___ DATA FOR THIS TASK ___
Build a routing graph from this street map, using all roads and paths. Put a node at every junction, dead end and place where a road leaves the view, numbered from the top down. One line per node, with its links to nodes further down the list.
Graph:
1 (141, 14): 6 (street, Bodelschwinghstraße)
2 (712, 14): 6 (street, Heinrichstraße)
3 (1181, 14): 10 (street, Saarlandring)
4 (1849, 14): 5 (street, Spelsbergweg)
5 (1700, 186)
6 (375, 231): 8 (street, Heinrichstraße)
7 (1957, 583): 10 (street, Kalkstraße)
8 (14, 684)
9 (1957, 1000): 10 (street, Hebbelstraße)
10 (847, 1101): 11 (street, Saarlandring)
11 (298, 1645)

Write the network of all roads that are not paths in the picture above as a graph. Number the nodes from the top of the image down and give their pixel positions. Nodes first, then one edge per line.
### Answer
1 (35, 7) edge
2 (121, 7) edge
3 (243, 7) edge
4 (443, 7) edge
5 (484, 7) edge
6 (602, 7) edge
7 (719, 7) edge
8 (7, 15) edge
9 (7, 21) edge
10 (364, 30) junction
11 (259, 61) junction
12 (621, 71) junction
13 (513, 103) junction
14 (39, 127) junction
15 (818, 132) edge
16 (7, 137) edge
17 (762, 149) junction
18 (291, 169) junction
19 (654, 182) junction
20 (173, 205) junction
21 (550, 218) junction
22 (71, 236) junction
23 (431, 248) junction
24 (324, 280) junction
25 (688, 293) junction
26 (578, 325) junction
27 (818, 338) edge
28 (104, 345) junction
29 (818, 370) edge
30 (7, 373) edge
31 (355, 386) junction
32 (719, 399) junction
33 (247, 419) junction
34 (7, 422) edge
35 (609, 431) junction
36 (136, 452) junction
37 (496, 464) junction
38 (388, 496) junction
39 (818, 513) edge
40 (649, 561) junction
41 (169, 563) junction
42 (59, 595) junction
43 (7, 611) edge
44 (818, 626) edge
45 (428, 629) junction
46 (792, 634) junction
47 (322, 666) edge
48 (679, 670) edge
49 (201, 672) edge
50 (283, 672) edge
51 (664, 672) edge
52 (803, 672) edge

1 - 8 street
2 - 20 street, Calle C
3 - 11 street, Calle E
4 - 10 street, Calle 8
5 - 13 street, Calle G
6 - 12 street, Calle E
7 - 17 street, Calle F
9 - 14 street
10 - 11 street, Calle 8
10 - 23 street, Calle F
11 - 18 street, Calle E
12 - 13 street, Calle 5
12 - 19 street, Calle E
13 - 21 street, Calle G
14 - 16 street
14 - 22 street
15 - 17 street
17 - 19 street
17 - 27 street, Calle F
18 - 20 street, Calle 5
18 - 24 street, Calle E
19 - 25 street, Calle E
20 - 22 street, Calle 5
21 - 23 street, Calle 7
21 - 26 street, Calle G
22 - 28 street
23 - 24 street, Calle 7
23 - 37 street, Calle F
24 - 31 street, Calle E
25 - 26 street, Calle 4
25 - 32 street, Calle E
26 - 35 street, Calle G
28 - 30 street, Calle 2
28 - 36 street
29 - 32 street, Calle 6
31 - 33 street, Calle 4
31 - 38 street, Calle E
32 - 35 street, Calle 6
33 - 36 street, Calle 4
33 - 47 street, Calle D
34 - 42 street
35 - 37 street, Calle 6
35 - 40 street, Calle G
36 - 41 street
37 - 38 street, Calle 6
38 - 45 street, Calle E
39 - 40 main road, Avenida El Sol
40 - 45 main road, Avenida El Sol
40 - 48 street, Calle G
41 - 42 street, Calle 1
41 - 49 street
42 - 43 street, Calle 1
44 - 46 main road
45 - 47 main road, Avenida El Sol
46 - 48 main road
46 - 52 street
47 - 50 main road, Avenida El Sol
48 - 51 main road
___
**WHAT IS EXPECTED:** Please return exactly the lines from the first line of the material through the one with "Write the network", and no lines after it.

**RESULT:**
Build a routing graph from this street map, using all roads and paths. Put a node at every junction, dead end and place where a road leaves the view, numbered from the top down. One line per node, with its links to nodes further down the list.
Graph:
1 (141, 14): 6 (street, Bodelschwinghstraße)
2 (712, 14): 6 (street, Heinrichstraße)
3 (1181, 14): 10 (street, Saarlandring)
4 (1849, 14): 5 (street, Spelsbergweg)
5 (1700, 186)
6 (375, 231): 8 (street, Heinrichstraße)
7 (1957, 583): 10 (street, Kalkstraße)
8 (14, 684)
9 (1957, 1000): 10 (street, Hebbelstraße)
10 (847, 1101): 11 (street, Saarlandring)
11 (298, 1645)

Write the network of all roads that are not paths in the picture above as a graph. Number the nodes from the top of the image down and give their pixel positions. Nodes first, then one edge per line.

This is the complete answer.